*** EXTRACTED INFORMATION ***

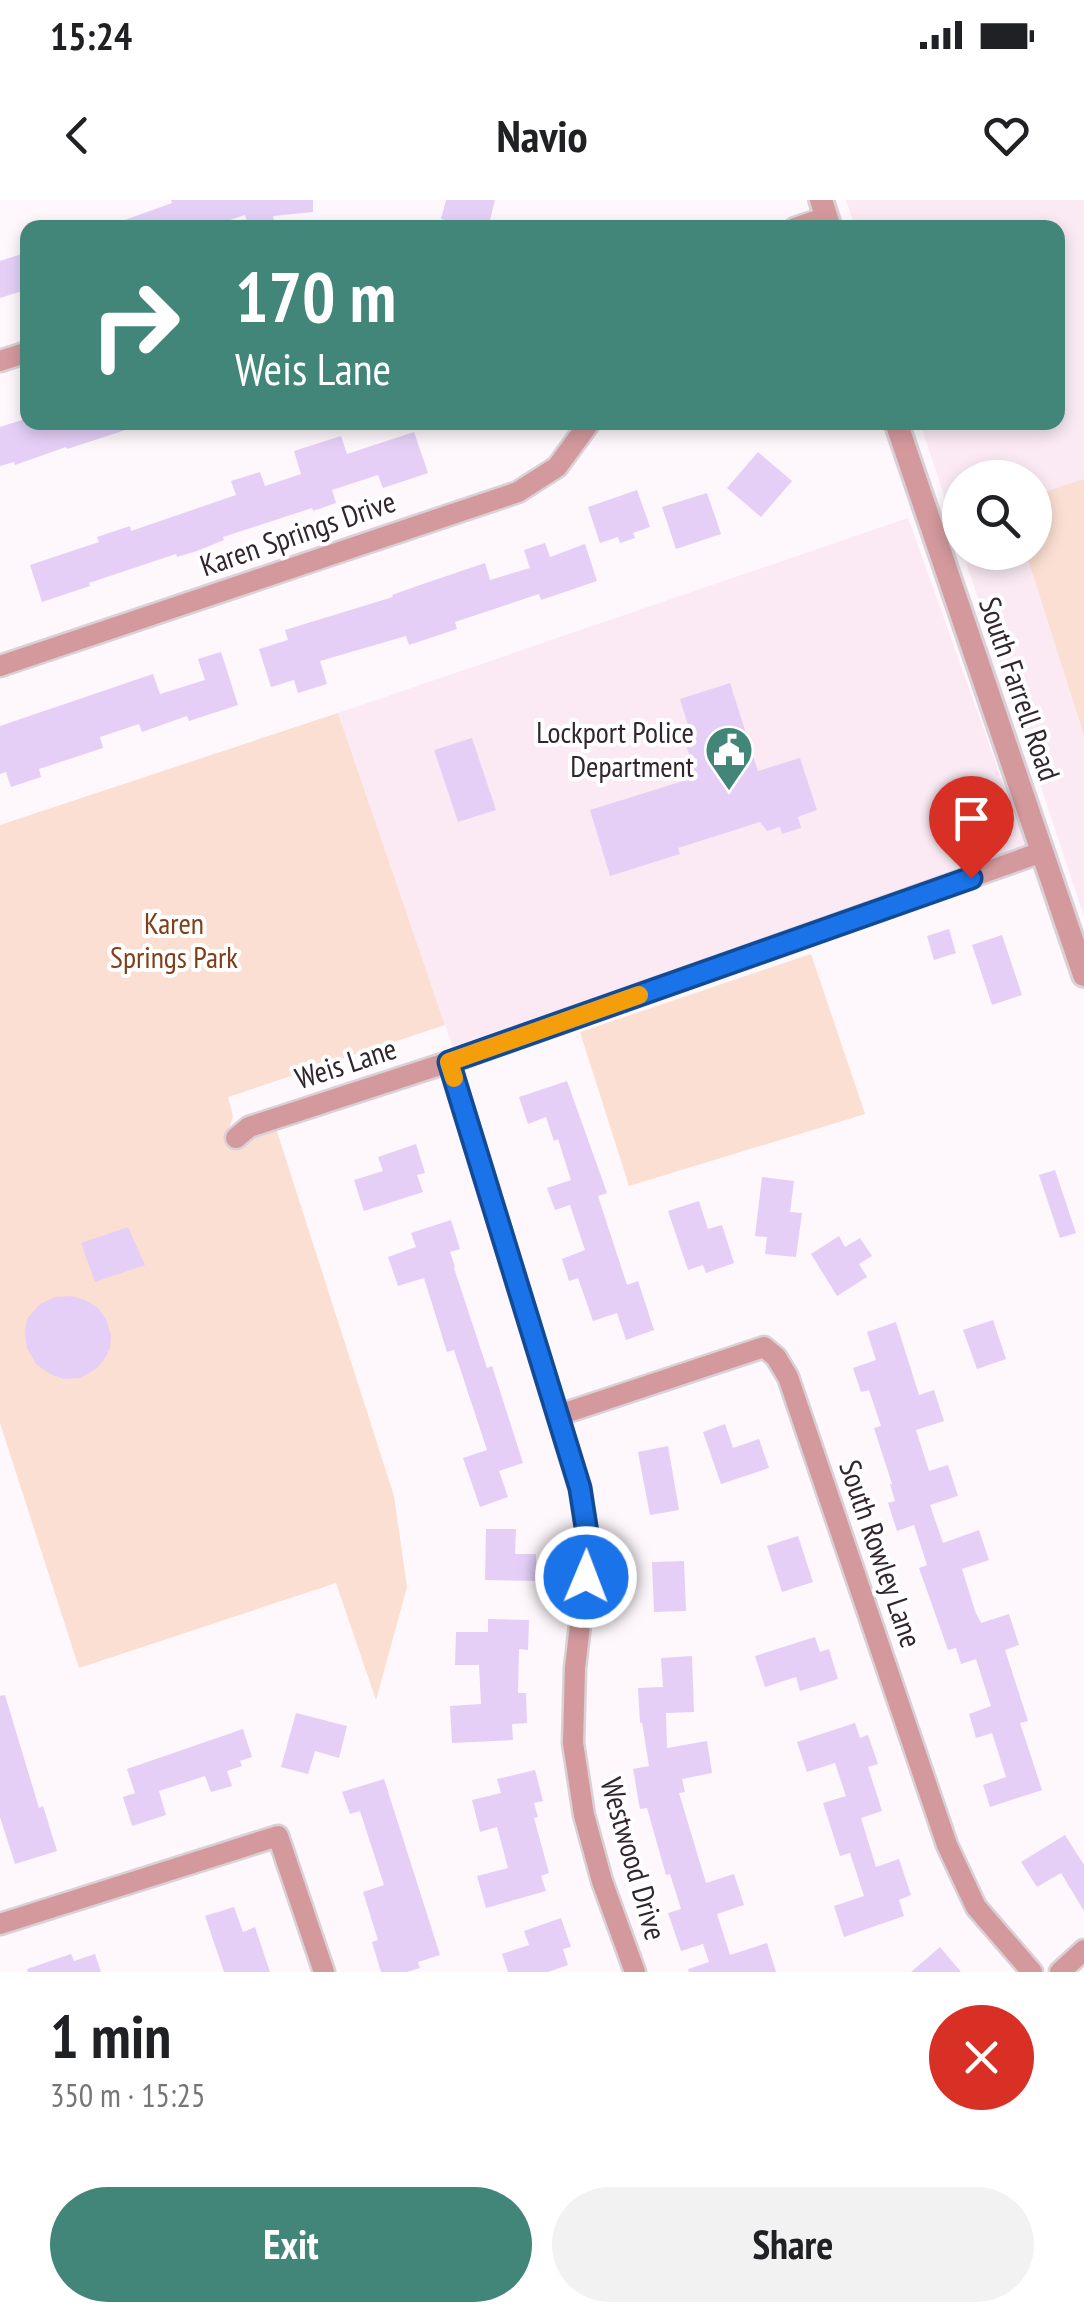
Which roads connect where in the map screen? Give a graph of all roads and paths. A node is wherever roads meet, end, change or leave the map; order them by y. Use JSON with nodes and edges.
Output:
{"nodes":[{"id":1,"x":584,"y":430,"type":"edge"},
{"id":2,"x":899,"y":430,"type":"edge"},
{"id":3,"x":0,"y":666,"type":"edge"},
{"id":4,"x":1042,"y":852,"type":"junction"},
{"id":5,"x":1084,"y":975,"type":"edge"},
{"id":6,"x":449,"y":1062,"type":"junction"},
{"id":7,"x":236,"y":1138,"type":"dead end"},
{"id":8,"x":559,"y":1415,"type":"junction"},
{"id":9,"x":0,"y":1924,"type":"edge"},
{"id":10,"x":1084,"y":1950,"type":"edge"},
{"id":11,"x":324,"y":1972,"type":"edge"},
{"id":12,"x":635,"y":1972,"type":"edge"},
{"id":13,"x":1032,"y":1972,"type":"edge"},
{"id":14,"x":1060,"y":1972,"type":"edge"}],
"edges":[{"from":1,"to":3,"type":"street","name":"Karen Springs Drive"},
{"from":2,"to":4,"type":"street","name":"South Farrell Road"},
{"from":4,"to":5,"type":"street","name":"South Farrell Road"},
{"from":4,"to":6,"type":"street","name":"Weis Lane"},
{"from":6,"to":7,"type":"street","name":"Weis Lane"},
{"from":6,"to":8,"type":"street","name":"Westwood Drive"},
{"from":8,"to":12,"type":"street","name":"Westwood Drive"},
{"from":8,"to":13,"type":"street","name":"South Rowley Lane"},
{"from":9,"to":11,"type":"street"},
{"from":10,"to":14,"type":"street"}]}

*** End of EXTRACTED INFORMATION ***
*** EXTRACTED INFORMATION ***

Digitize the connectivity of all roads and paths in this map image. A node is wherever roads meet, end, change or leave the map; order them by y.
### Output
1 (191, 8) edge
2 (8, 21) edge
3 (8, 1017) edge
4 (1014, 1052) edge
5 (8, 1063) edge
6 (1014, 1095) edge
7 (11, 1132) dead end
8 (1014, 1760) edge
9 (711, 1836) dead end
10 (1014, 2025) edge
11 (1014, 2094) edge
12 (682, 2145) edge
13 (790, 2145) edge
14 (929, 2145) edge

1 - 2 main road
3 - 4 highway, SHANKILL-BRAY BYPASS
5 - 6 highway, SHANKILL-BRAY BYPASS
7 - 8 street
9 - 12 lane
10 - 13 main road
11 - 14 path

*** End of EXTRACTED INFORMATION ***
*** EXTRACTED INFORMATION ***

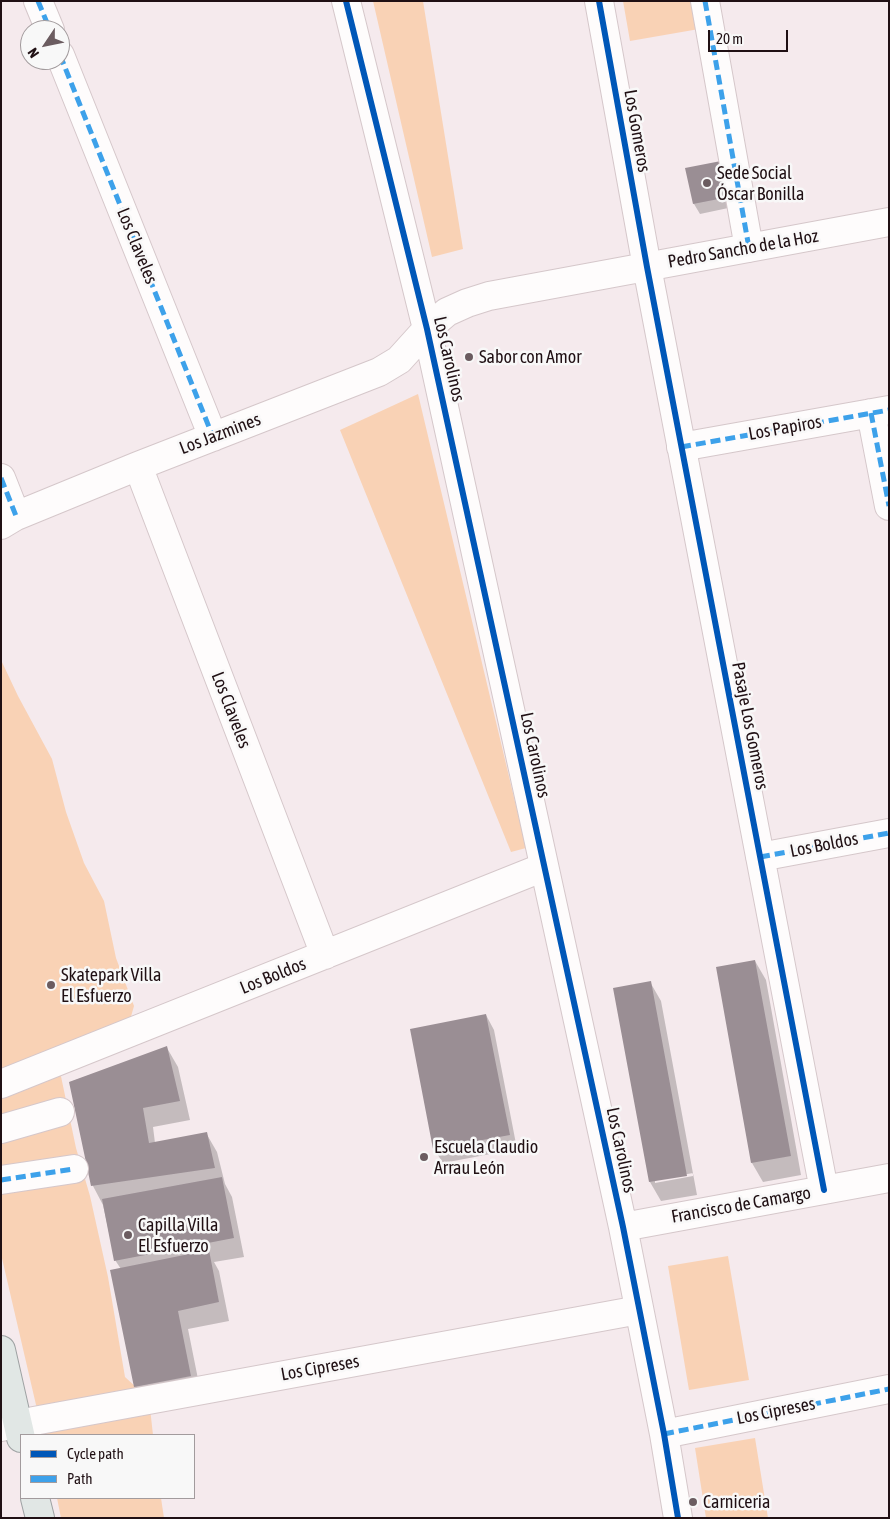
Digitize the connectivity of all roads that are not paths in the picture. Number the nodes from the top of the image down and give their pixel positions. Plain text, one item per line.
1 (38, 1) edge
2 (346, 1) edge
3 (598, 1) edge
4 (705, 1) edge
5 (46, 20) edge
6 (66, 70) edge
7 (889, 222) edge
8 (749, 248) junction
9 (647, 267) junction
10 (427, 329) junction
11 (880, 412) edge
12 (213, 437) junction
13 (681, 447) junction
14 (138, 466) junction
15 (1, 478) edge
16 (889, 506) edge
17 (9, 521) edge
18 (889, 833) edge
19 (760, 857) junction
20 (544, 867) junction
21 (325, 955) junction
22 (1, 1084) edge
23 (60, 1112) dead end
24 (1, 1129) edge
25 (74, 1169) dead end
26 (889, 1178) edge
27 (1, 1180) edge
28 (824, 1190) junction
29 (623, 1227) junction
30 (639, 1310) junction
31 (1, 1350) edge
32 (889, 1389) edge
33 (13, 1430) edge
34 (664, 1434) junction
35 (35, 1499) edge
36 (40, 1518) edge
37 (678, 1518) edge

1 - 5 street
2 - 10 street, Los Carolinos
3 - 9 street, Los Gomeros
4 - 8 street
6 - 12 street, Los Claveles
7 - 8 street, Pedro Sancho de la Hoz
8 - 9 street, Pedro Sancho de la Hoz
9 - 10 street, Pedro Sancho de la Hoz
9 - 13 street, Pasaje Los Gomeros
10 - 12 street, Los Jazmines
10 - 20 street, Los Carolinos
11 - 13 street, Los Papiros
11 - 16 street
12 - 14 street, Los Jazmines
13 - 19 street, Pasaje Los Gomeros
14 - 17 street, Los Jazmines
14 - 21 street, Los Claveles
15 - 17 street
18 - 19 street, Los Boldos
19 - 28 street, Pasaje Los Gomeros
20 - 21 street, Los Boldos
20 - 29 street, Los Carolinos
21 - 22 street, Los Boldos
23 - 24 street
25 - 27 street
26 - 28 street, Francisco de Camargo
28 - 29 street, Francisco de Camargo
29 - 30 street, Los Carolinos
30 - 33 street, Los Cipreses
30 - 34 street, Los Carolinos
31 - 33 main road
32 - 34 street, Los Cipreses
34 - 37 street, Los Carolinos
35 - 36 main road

*** End of EXTRACTED INFORMATION ***

YOUR TASK: Find the word "change" in the entries above and gather every line that holds it.

SOLUTION TO THE EXERCISE:
Which roads connect where in the map screen? Give a graph of all roads and paths. A node is wherever roads meet, end, change or leave the map; order them by y. Use JSON with nodes and edges.
Digitize the connectivity of all roads and paths in this map image. A node is wherever roads meet, end, change or leave the map; order them by y.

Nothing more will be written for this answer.